Le mystère des 10 pétaoctets de données prétendument volées en Chine : entre cyber-espionnage et désinformation
Un hacker, se présentant sous le pseudonyme de « FlamingChina », a récemment revendiqué le vol massif de plus de 10 pétaoctets de données sensibles auprès du Centre national de supercalcul (NSCC) de Tianjin, en Chine. Cette allégation, qui a émergé sur le compte Telegram du hacker début février 2026, soulève des questions cruciales quant à sa véracité et aux implications potentielles de cette cyber-intrusion présumée.
Une campagne de dénigrement ou une brèche historique ?
Les données prétendument dérobées couvriraient une gamme étendue de domaines critiques, incluant l’aéronautique, la recherche militaire, la bioinformatique et la simulation de fusion nucléaire. Le hacker aurait offert l’accès à l’index complet des données pour environ 3 000 dollars, et au lot complet pour des centaines de milliers de dollars en cryptomonnaies.
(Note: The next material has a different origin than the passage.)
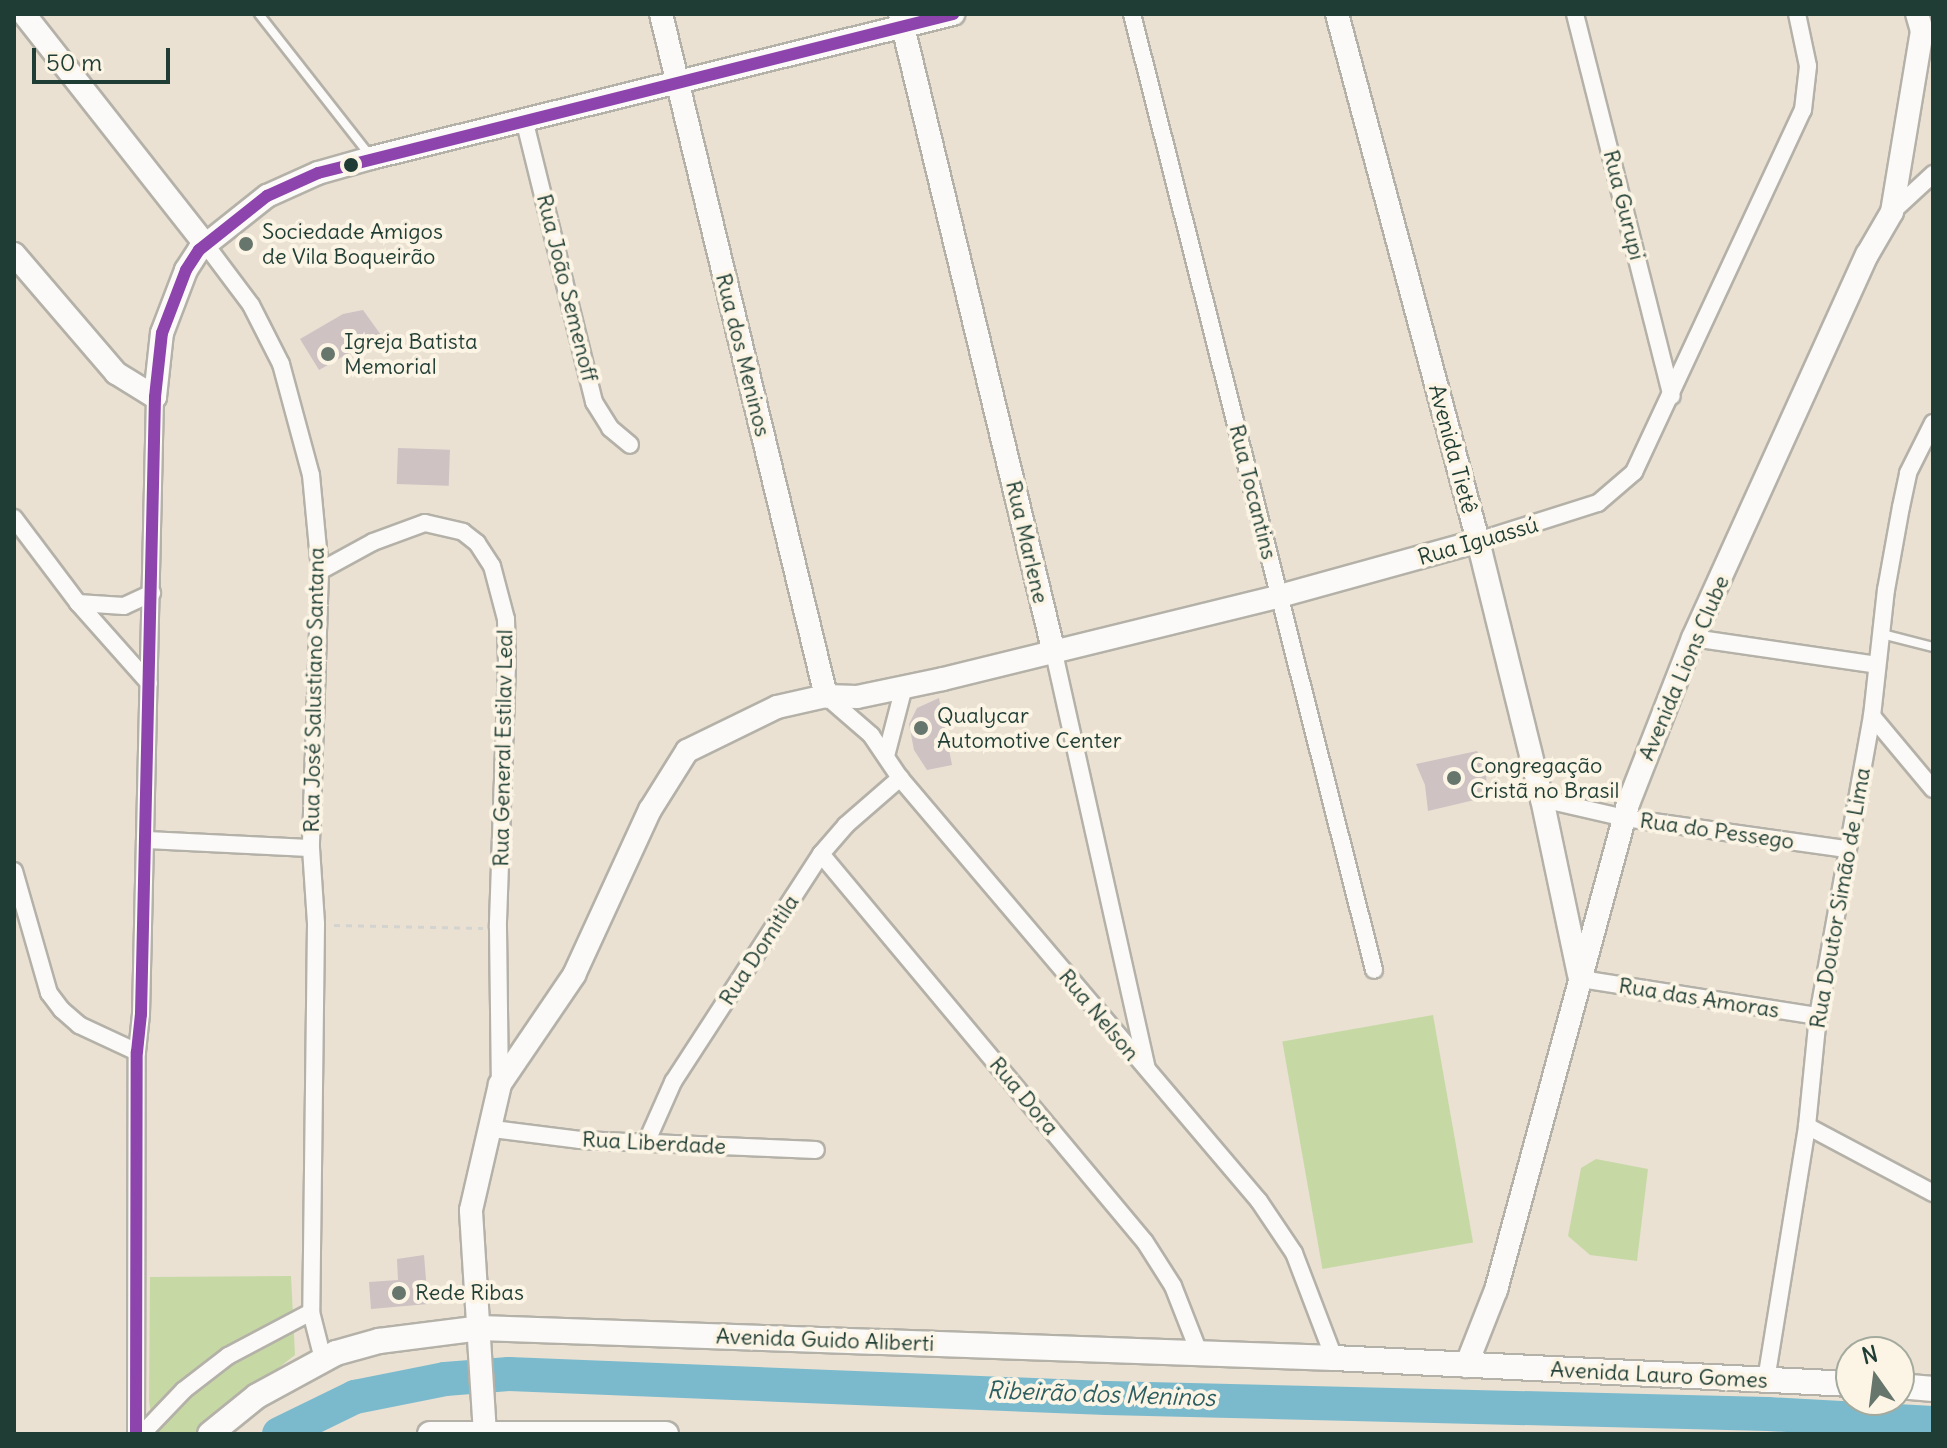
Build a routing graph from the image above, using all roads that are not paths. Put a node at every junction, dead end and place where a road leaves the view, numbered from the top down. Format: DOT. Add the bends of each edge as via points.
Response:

Des échantillons de ces données, qui auraient transité pendant six mois via un botnet déployé suite à l’exploitation d’une faille dans un VPN, ont été publiés.
Dakota Cary, un consultant en cybersécurité chez SentinelOne, a examiné une partie des fichiers et a jugé leur contenu plausible, correspondant aux types de calculs effectués dans un centre de supercalcul comme le NSCC de Tianjin. La diversité des échantillons, incluant des documents marqués comme « secrets » en chinois, des rendus d’équipements militaires et des schémas de missiles, corrobore cette analyse préliminaire.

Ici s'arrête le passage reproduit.